The layer groups table (pgosm.layer_group) defines the broad classifications using a range of 4-character codes. The layer detail table (pgosm.layer_detail) defines how to identify the individual codes that make up the large layer groups.

Layer groups

The broad layer groups classify data logically and define the tables to be generated from the source OSM data. The main elements of the layer group data are:

Example layer group

To better understand how this first part works let's look at the layer_group for buildings. This INSERT statement adds the row for the group.

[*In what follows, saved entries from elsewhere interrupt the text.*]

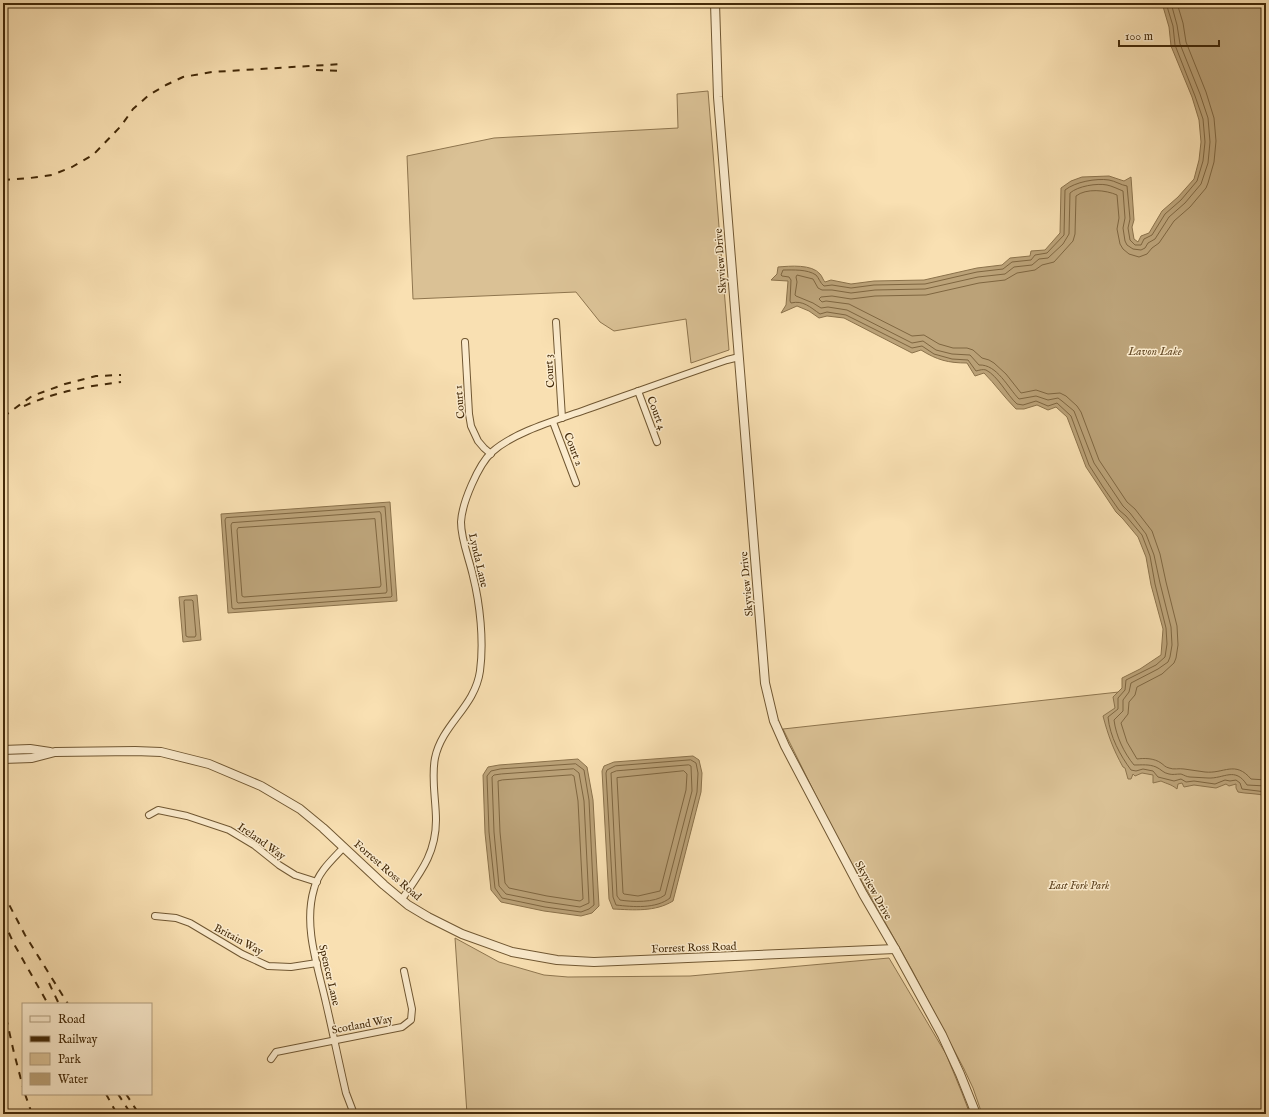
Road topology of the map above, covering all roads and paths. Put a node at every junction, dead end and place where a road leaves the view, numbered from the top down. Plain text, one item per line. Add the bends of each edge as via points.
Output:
1 (715, 3) edge
2 (556, 322) dead end
3 (465, 342) dead end
4 (739, 357) junction
5 (638, 391) junction
6 (562, 418) junction
7 (553, 422) junction
8 (657, 442) dead end
9 (490, 454) junction
10 (576, 483) dead end
11 (3, 750) edge
12 (55, 752) junction
13 (3, 759) edge
14 (149, 815) dead end
15 (344, 847) junction
16 (317, 882) junction
17 (402, 899) junction
18 (155, 916) dead end
19 (895, 949) junction
20 (317, 963) junction
21 (404, 971) dead end
22 (334, 1040) junction
23 (271, 1059) dead end
24 (354, 1114) edge
25 (976, 1114) edge

1 - 4 street, Skyview Drive via 718,97
2 - 6 street, Court 3
3 - 9 street, Court 1 via 471,426 478,441
4 - 5 street, Lynda Lane
4 - 19 street, Skyview Drive via 768,702 797,771
5 - 6 street, Lynda Lane
5 - 8 street, Court 4
6 - 7 street, Lynda Lane
7 - 9 street, Lynda Lane via 514,438
7 - 10 street, Court 2
9 - 17 street, Lynda Lane via 466,497 461,523 478,601 481,650 478,679 468,703 444,736 435,757 434,842 425,865
11 - 12 street via 30,749
12 - 13 street, Forrest Ross Road via 32,758
12 - 15 street, Forrest Ross Road via 152,752 209,764 247,779 300,809
14 - 16 street, Ireland Way via 158,810 187,816 229,830 254,845 278,865 295,875
15 - 16 street, Spencer Lane via 323,869
15 - 17 street, Forrest Ross Road
16 - 20 street, Spencer Lane via 309,917
17 - 19 street, Forrest Ross Road via 428,917 476,940 512,952 557,960 594,962
18 - 20 street, Britain Way via 176,918 190,923 242,954 268,966 291,967
19 - 25 street, Skyview Drive via 954,1058
20 - 22 street, Spencer Lane
21 - 22 street, Scotland Way via 412,1009 411,1020 402,1027
22 - 23 street, Scotland Way via 276,1052
22 - 24 street, Spencer Lane via 346,1093

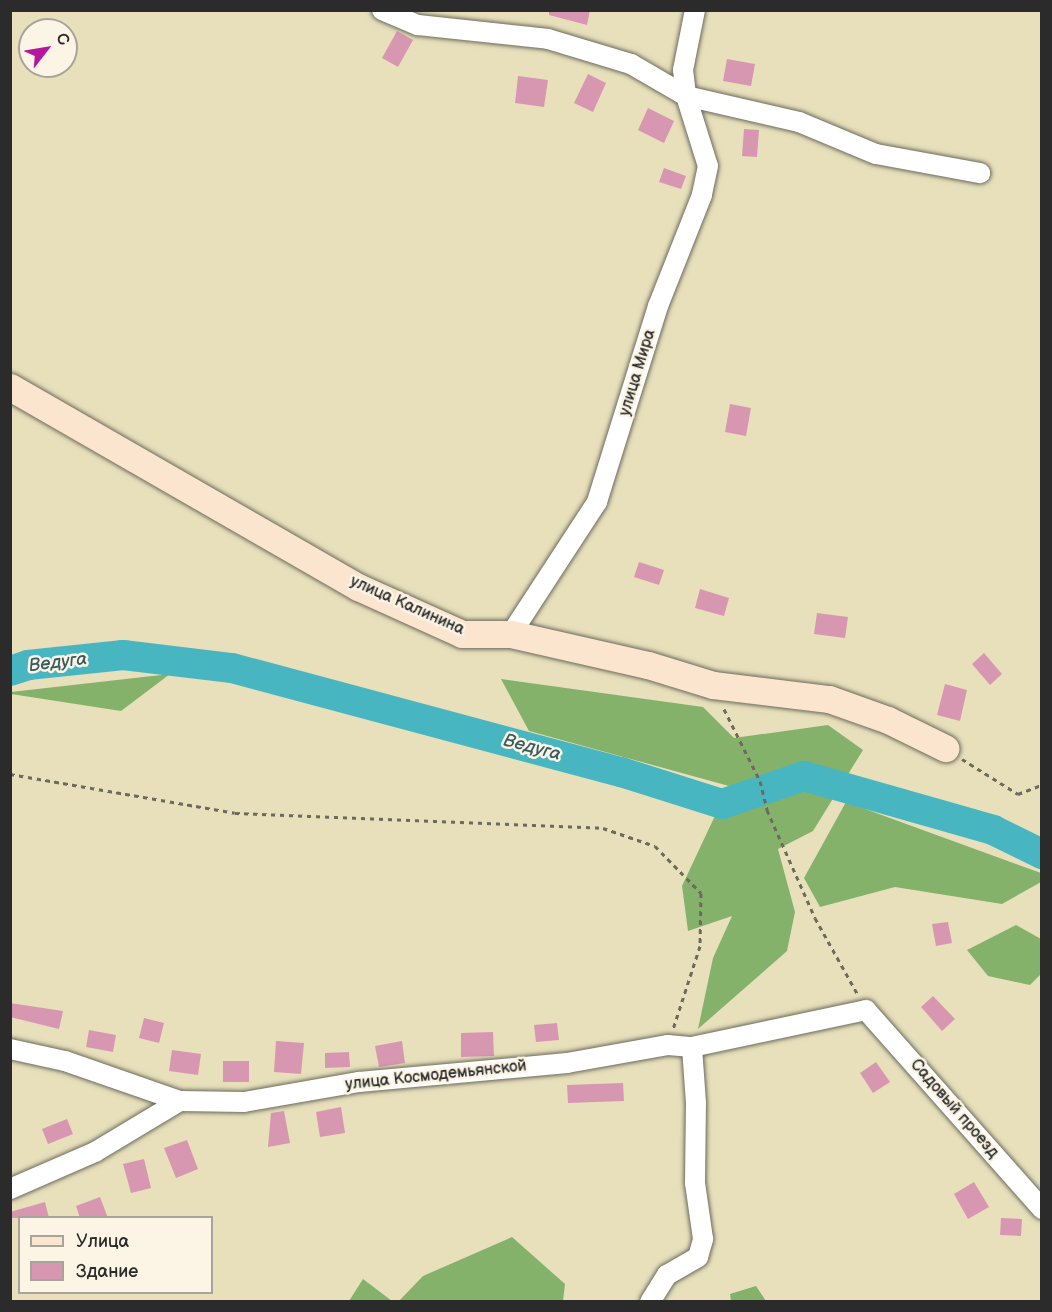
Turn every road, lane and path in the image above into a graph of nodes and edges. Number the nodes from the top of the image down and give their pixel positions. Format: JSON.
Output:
{"nodes":[{"id":1,"x":382,"y":10,"type":"edge"},
{"id":2,"x":695,"y":10,"type":"edge"},
{"id":3,"x":686,"y":96,"type":"junction"},
{"id":4,"x":980,"y":173,"type":"dead end"},
{"id":5,"x":10,"y":387,"type":"edge"},
{"id":6,"x":511,"y":634,"type":"junction"},
{"id":7,"x":712,"y":686,"type":"junction"},
{"id":8,"x":945,"y":748,"type":"joint"},
{"id":9,"x":10,"y":774,"type":"edge"},
{"id":10,"x":1041,"y":785,"type":"edge"},
{"id":11,"x":866,"y":1010,"type":"junction"},
{"id":12,"x":668,"y":1045,"type":"junction"},
{"id":13,"x":692,"y":1047,"type":"junction"},
{"id":14,"x":10,"y":1049,"type":"edge"},
{"id":15,"x":180,"y":1101,"type":"junction"},
{"id":16,"x":10,"y":1189,"type":"edge"},
{"id":17,"x":1041,"y":1209,"type":"edge"},
{"id":18,"x":650,"y":1302,"type":"edge"}],
"edges":[{"from":1,"to":3,"type":"street"},
{"from":2,"to":3,"type":"street","name":"улица Мира"},
{"from":3,"to":4,"type":"street"},
{"from":3,"to":6,"type":"street","name":"улица Мира"},
{"from":5,"to":6,"type":"street","name":"улица Калинина"},
{"from":6,"to":7,"type":"street","name":"улица Калинина"},
{"from":7,"to":8,"type":"street","name":"улица Калинина"},
{"from":7,"to":11,"type":"path"},
{"from":8,"to":10,"type":"path"},
{"from":9,"to":12,"type":"path"},
{"from":11,"to":13,"type":"street","name":"улица Космодемьянской"},
{"from":11,"to":17,"type":"street","name":"Садовый проезд"},
{"from":12,"to":13,"type":"street","name":"улица Космодемьянской"},
{"from":12,"to":15,"type":"street","name":"улица Космодемьянской"},
{"from":13,"to":18,"type":"street"},
{"from":14,"to":15,"type":"street","name":"улица Космодемьянской"},
{"from":15,"to":16,"type":"street"}]}
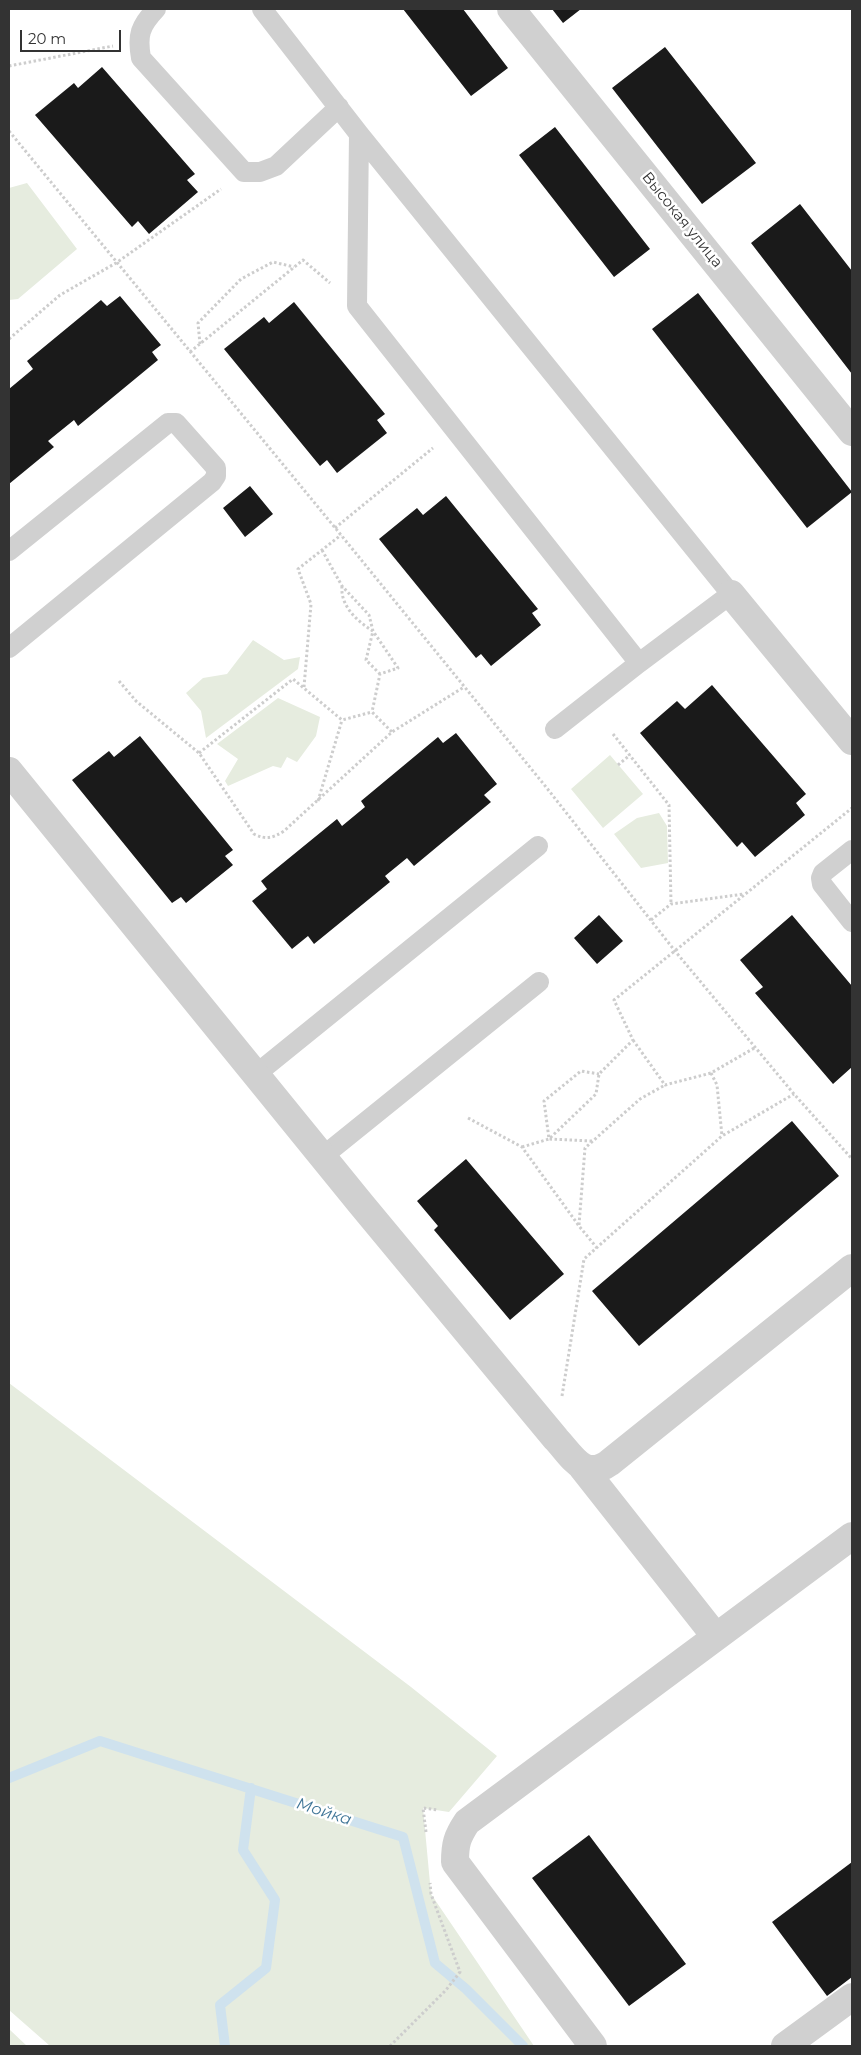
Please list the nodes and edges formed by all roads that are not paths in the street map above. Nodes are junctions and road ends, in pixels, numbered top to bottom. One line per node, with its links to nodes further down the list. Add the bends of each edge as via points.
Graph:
1 (156, 9): 4 (lane, via 142,26 138,42 141,58 244,172 260,172 276,166)
2 (262, 9): 4 (lane)
3 (511, 9): 6 (street, Высокая улица)
4 (339, 107): 5 (lane)
5 (359, 134): 8 (lane); 10 (lane, via 357,306)
6 (852, 432)
7 (9, 550): 9 (lane, via 168,423 176,423 216,468 212,482)
8 (731, 594): 10 (lane); 12 (street)
9 (9, 648)
10 (639, 664): 11 (lane)
11 (555, 729)
12 (852, 741)
13 (9, 771): 18 (street)
14 (538, 846): 18 (lane)
15 (852, 850): 16 (lane, via 823,872 821,878 822,884)
16 (852, 922)
17 (539, 982): 19 (lane)
18 (255, 1075): 19 (street)
19 (322, 1157): 21 (street)
20 (852, 1268): 21 (street, via 610,1463 601,1469)
21 (582, 1467): 23 (street)
22 (852, 1536): 23 (street)
23 (716, 1637): 25 (street, via 467,1822 455,1845 455,1862)
24 (852, 1997): 26 (street)
25 (593, 2046)
26 (785, 2046)

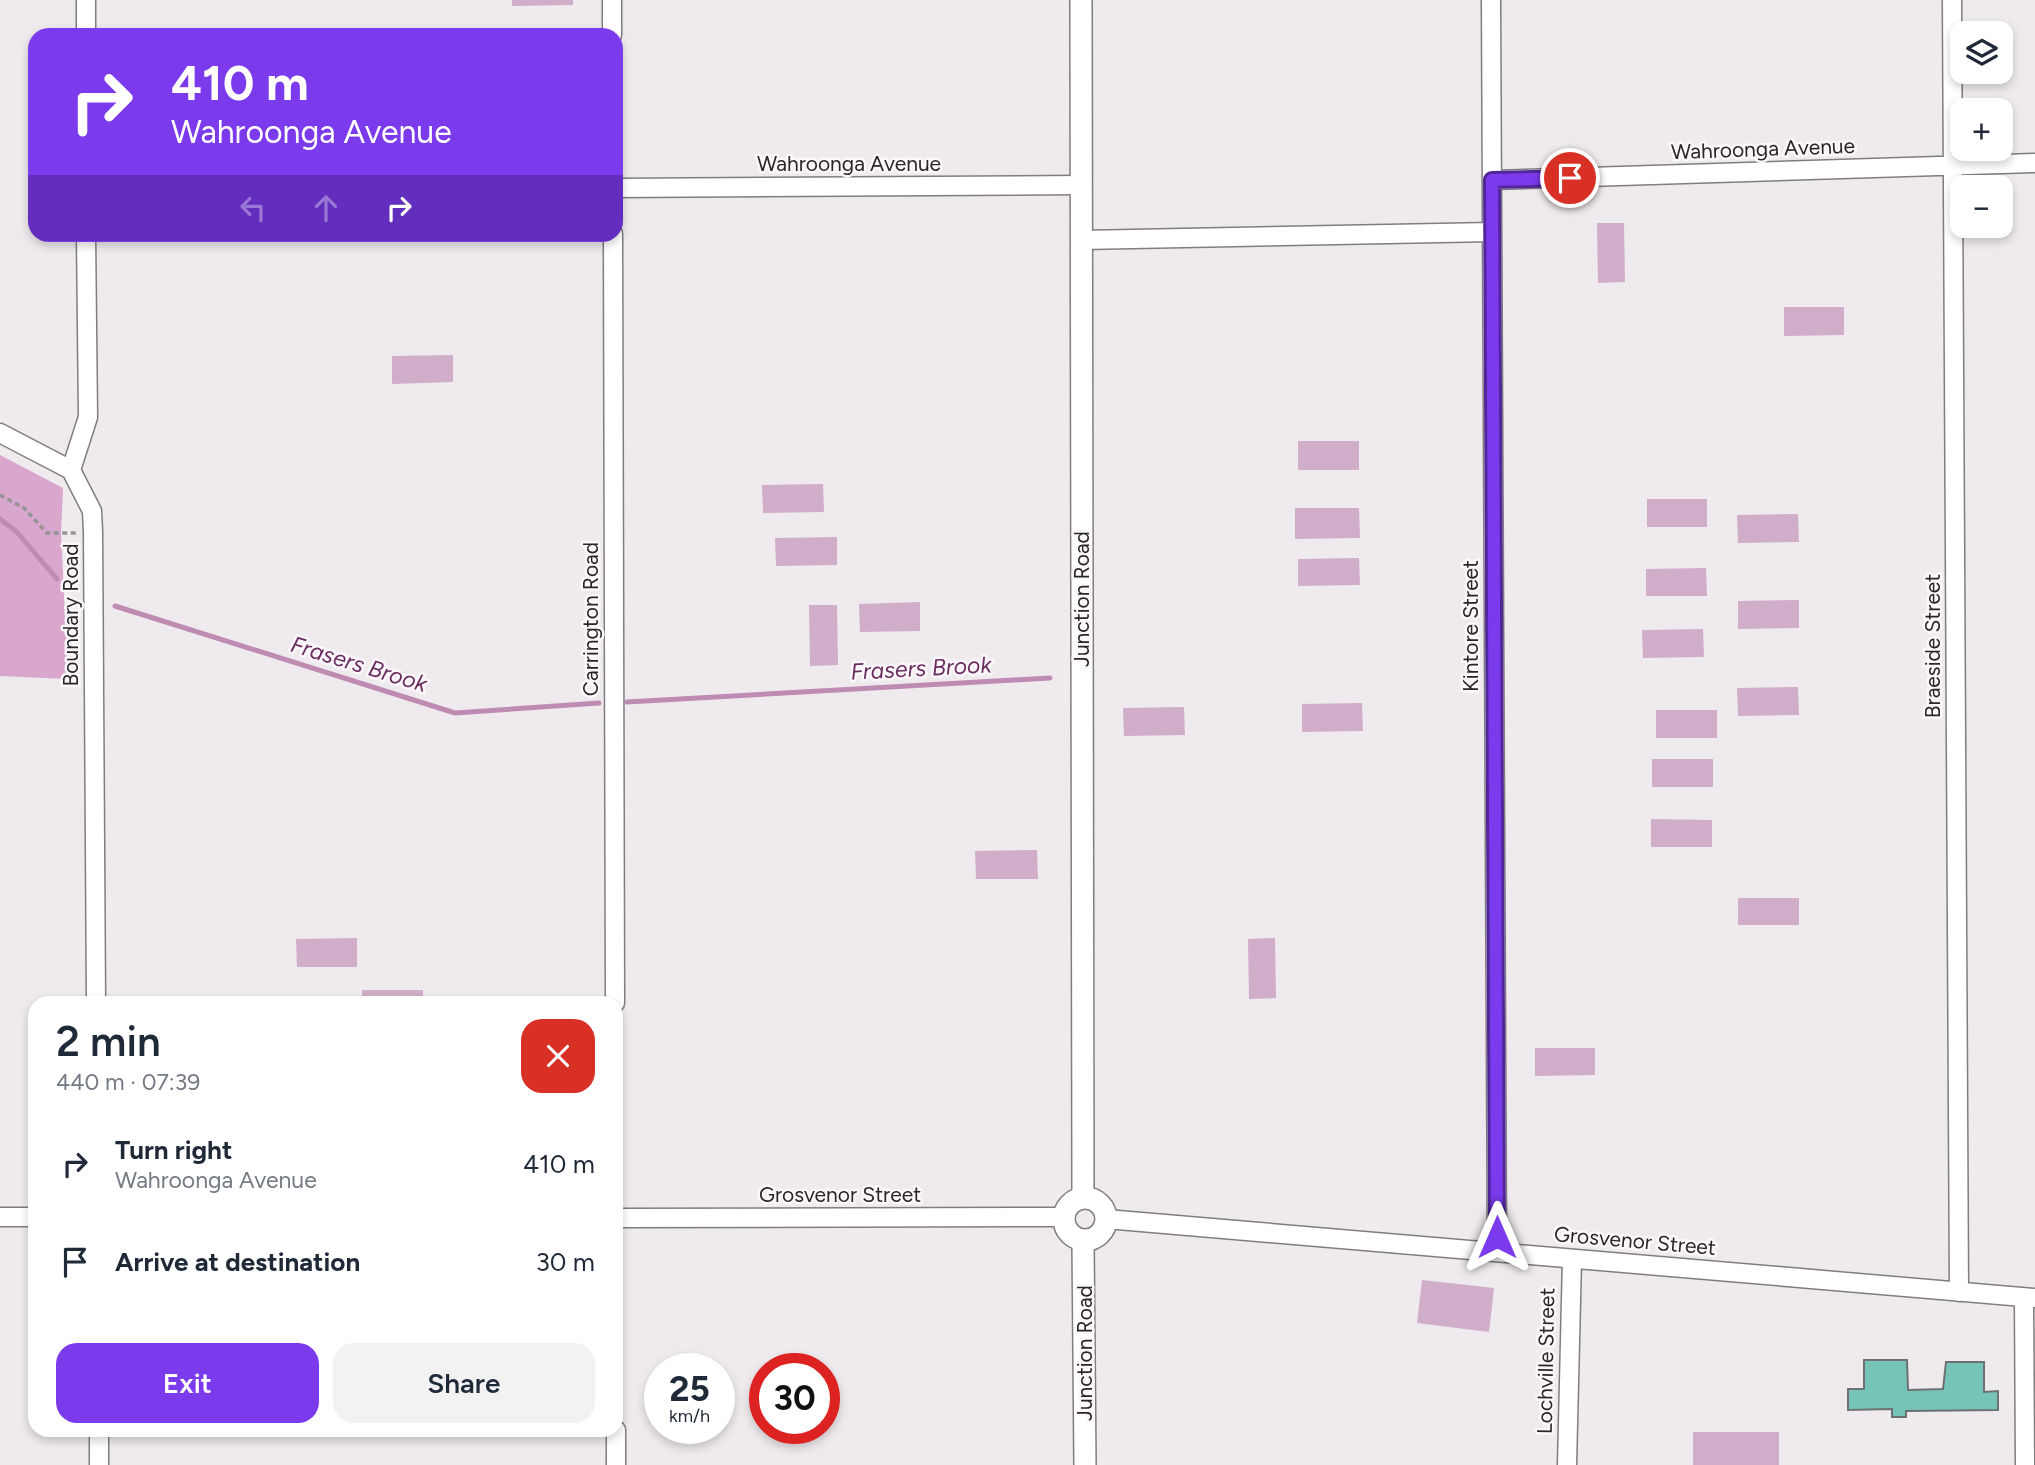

INSERT INTO pgosm.layer_group (code_start, code_end, class, osm_columns, description)
    VALUES ('1500','1599','building',
         'osm_id, "addr:housename" AS housename, "addr:housenumber" AS housenumber,
         building, name, place, COALESCE(tags -> ''building:levels'', ''1'') AS levels,
         COALESCE(tags -> ''building:height'', ''4'') AS height, tags, way','')
;

Code range

The code range for the building layer is 1500 to 1599. This range is used to define which records from pgosm.layer_detail relate to the layer group.

I plan to upgrade the PgOSM schema to use Postgres' range data type.

Class name

The class column is used to provide the base table name (e.g. building_) of the generated table for the group. The second part of the table name is determined by the data defined by the pgosm.layer_detail records discussed later.

OSM Columns

The osm_columns column defines which columns to include in the target table. This must be a valid snippet of SQL code and is used to generate the SELECT clause of the statement to generate the reduced layer.

Remember, OSM data was loaded via osm2pgsql with the hstore option so there is data available in dedicated columns plus many additional attributes stored in the tags column.

This whole block goes into a single column.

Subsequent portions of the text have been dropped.